What ‘Noughts + Crosses’ EP Wants White Audiences to Learn From Alternate History Series

U.K.-imported Peacock series asks what the world would look like “if the shoe was on the other foot”

Noughts + Crosses

The new Peacock Original series “Noughts + Crosses” presents a vision of what society would look like if Africa had colonized Europe instead of the other way around. Out Friday on Peacock, the BBC One-imported series is set in the dystopian fictional world from Malorie Blackman’s novel of the same name in which white “Noughts” are ruled over by Black “Crosses.”

Executive producer Kibwe Tavares says the series is meant to “hold a mirror” to society. He hopes it’ll encourage white audiences to take a hard look at themselves.

“Really, what we’re trying to do is have a reflection of what the world is and allow people to put themselves in the shoes of someone maybe on the receiving end of racism,” Tavares told TheWrap. “To say, look, this is how you’re acting. What would it look like if the shoe was on the other foot?”

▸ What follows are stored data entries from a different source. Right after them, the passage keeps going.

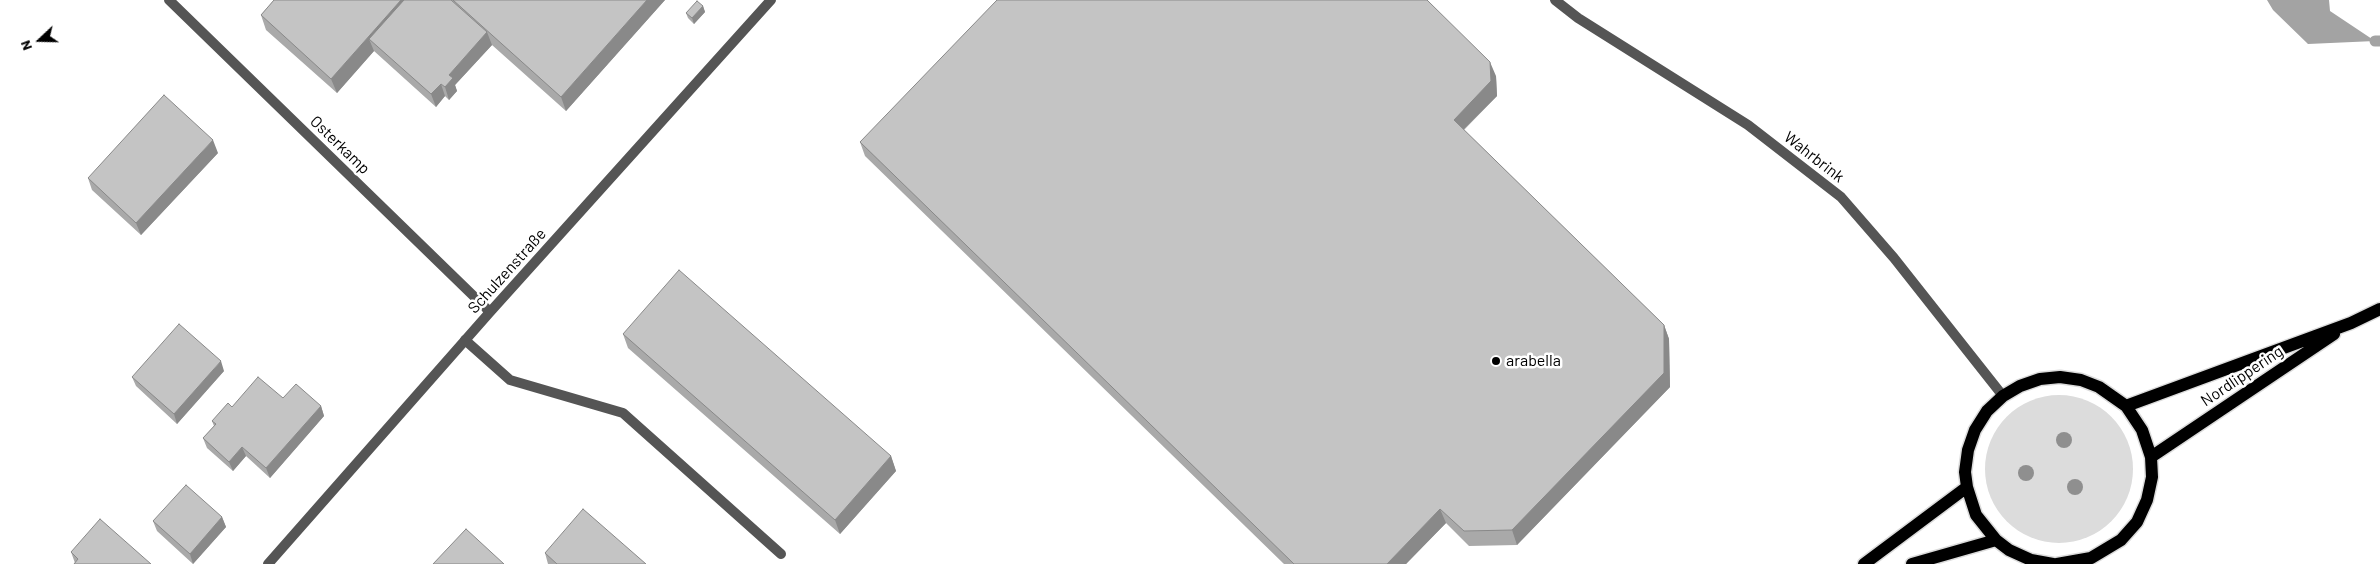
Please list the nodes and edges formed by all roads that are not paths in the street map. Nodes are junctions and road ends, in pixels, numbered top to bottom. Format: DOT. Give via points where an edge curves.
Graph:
graph roads {
  1 [pos="169,0"];
  2 [pos="771,0"];
  3 [pos="1555,0"];
  4 [pos="2380,308"];
  5 [pos="490,312"];
  6 [pos="2351,323"];
  7 [pos="465,340"];
  8 [pos="2003,396"];
  9 [pos="2126,406"];
  10 [pos="2152,457"];
  11 [pos="1967,487"];
  12 [pos="1996,540"];
  13 [pos="782,554"];
  14 [pos="2093,561"];
  15 [pos="268,564"];
  16 [pos="1864,564"];
  17 [pos="1912,564"];
  18 [pos="2053,564"];
  19 [pos="2057,564"];
  1 -- 5 [label="street, Osterkamp"];
  2 -- 5 [label="street, Schulzenstraße"];
  3 -- 8 [label="street, Wahrbrink" via="1586,23 1741,120 1841,197 1894,258"];
  4 -- 6 [label="main road, Nordlippering"];
  5 -- 7 [label="street, Schulzenstraße"];
  6 -- 9 [label="main road, Nordlippering"];
  6 -- 10 [label="main road, Nordlippering"];
  7 -- 13 [label="street" via="510,380 623,413"];
  7 -- 15 [label="street, Schulzenstraße"];
  8 -- 9 [label="main road" via="2040,379 2060,377 2099,387"];
  8 -- 11 [label="main road" via="1986,411 1975,430 1968,450"];
  9 -- 10 [label="main road" via="2142,430"];
  10 -- 14 [label="main road" via="2147,500 2136,522 2121,540"];
  11 -- 12 [label="main road" via="1976,515"];
  11 -- 16 [label="main road"];
  12 -- 17 [label="main road"];
  12 -- 18 [label="main road" via="2031,560"];
  14 -- 19 [label="main road"];
}
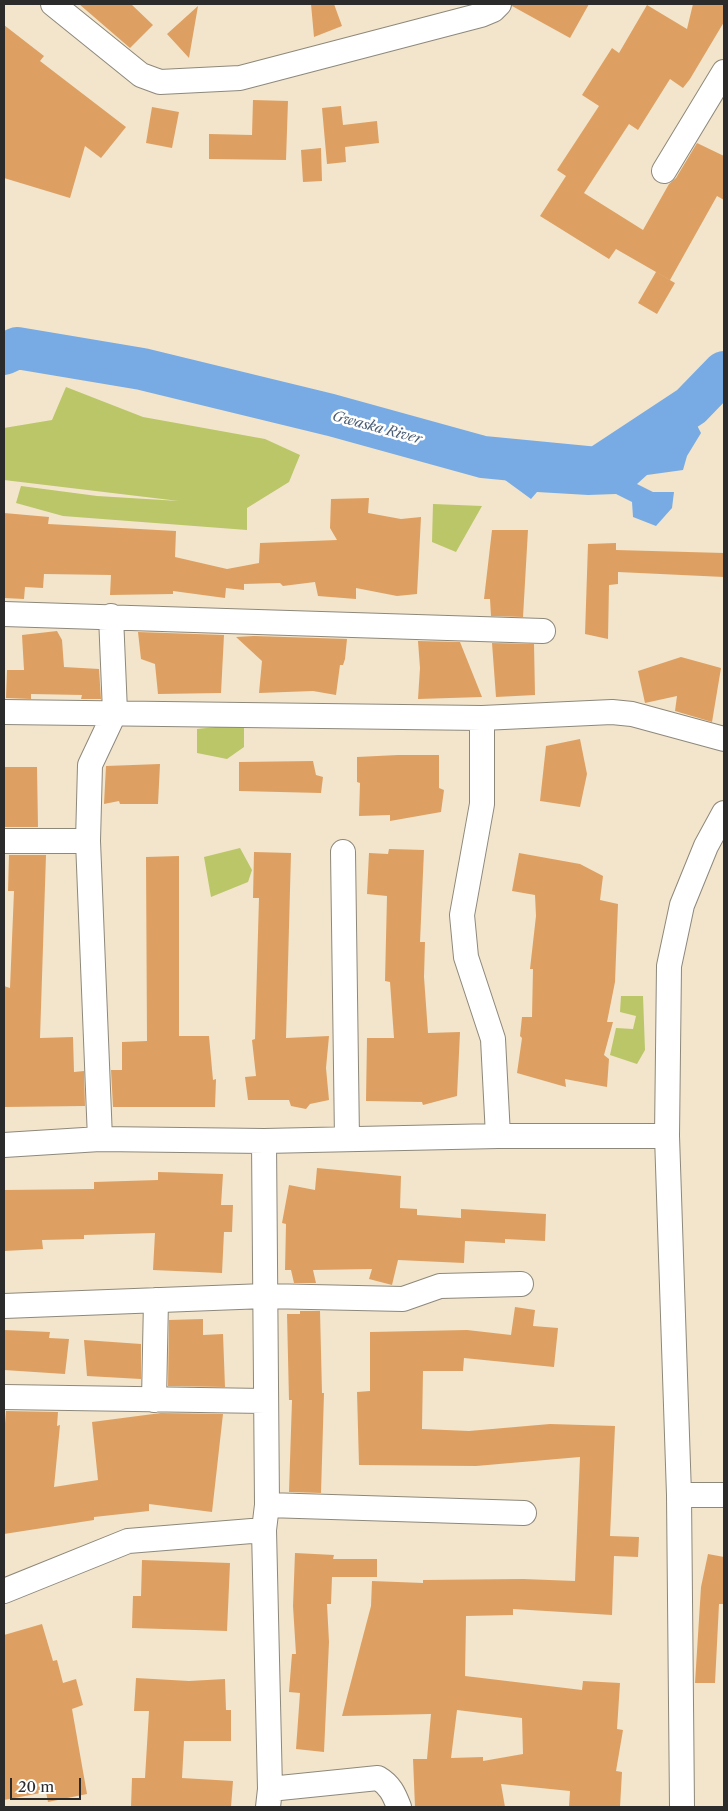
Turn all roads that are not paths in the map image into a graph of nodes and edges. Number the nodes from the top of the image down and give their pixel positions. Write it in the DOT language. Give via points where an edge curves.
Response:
graph roads {
  1 [pos="53,4"];
  2 [pos="499,4"];
  3 [pos="724,72"];
  4 [pos="664,171"];
  5 [pos="4,614"];
  6 [pos="110,616"];
  7 [pos="543,632"];
  8 [pos="4,712"];
  9 [pos="115,712"];
  10 [pos="482,718"];
  11 [pos="724,739"];
  12 [pos="724,813"];
  13 [pos="4,841"];
  14 [pos="88,842"];
  15 [pos="343,852"];
  16 [pos="498,1136"];
  17 [pos="667,1136"];
  18 [pos="100,1139"];
  19 [pos="347,1139"];
  20 [pos="264,1141"];
  21 [pos="4,1145"];
  22 [pos="521,1284"];
  23 [pos="265,1296"];
  24 [pos="156,1300"];
  25 [pos="4,1306"];
  26 [pos="4,1397"];
  27 [pos="154,1400"];
  28 [pos="265,1401"];
  29 [pos="679,1495"];
  30 [pos="724,1495"];
  31 [pos="267,1505"];
  32 [pos="524,1513"];
  33 [pos="264,1530"];
  34 [pos="4,1591"];
  35 [pos="269,1798"];
  36 [pos="399,1807"];
  37 [pos="682,1807"];
  1 -- 2 [label="street" via="141,75 160,82 240,78 481,15"];
  3 -- 4 [label="street"];
  5 -- 6 [label="street"];
  6 -- 7 [label="street"];
  6 -- 9 [label="street"];
  8 -- 9 [label="street"];
  9 -- 10 [label="street"];
  9 -- 14 [label="street" via="90,765"];
  10 -- 11 [label="street" via="619,713"];
  10 -- 16 [label="street" via="482,804 462,915 466,958 493,1039"];
  12 -- 17 [label="street" via="706,846 682,905 669,966"];
  13 -- 14 [label="street"];
  14 -- 18 [label="street"];
  15 -- 19 [label="street"];
  16 -- 17 [label="street"];
  16 -- 19 [label="street"];
  17 -- 29 [label="street"];
  18 -- 20 [label="street"];
  18 -- 21 [label="street"];
  19 -- 20 [label="street"];
  20 -- 23 [label="street"];
  22 -- 23 [label="street" via="440,1286 403,1299"];
  23 -- 24 [label="street"];
  23 -- 28 [label="street"];
  24 -- 25 [label="street"];
  24 -- 27 [label="street"];
  26 -- 27 [label="street"];
  27 -- 28 [label="street"];
  28 -- 31 [label="street"];
  29 -- 30 [label="street"];
  29 -- 37 [label="street"];
  31 -- 32 [label="street"];
  31 -- 33 [label="street"];
  33 -- 34 [label="street" via="128,1541"];
  33 -- 35 [label="street"];
  35 -- 36 [label="street" via="378,1778 387,1783"];
}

Adapting the novel, which is so successful in the U.K. that it’s been put on school syllabuses, for television was a heavy undertaking, Tavares said. As someone with Caribbean ancestry, one of the most emotionally challenging parts for him was retracing history.

“We had to unpack a real history that’s very painful, and quite close to a lot of people’s hearts,” he said. “You have to really understand why you’re doing it and what you’re trying to say with it.”

“As a Black person, you’re used to having lots of conversations about race,” he continued. “Currently, we of course have much more candid conversations about race, which is kind of cool. We just had to be really open and honest and talk a lot about our own personal experience. We spent a lot of time talking about what might happen to ourselves and comparing stories.”

At the end of the day, as much as the show was meant to make white audiences think, Kibwe says, it was also meant to make Black audiences feel empowered.

“We had to find lots of nuances and lots of subtlety within the world and within the characters, so things like the hair become big things,” he said. “If our dominant culture is Black, then Afro hair is the norm, and then that would become the basis for what haircuts are had in the army, [and] what advertising you see on the streets.”

“As long as the characters were complex and we were getting the balance right, that’s what we really wanted,” he continued. “You want rich full characters, whether they’re Black or white.”

“Noughts + Crosses” premieres Friday, Sept. 4 on Peacock.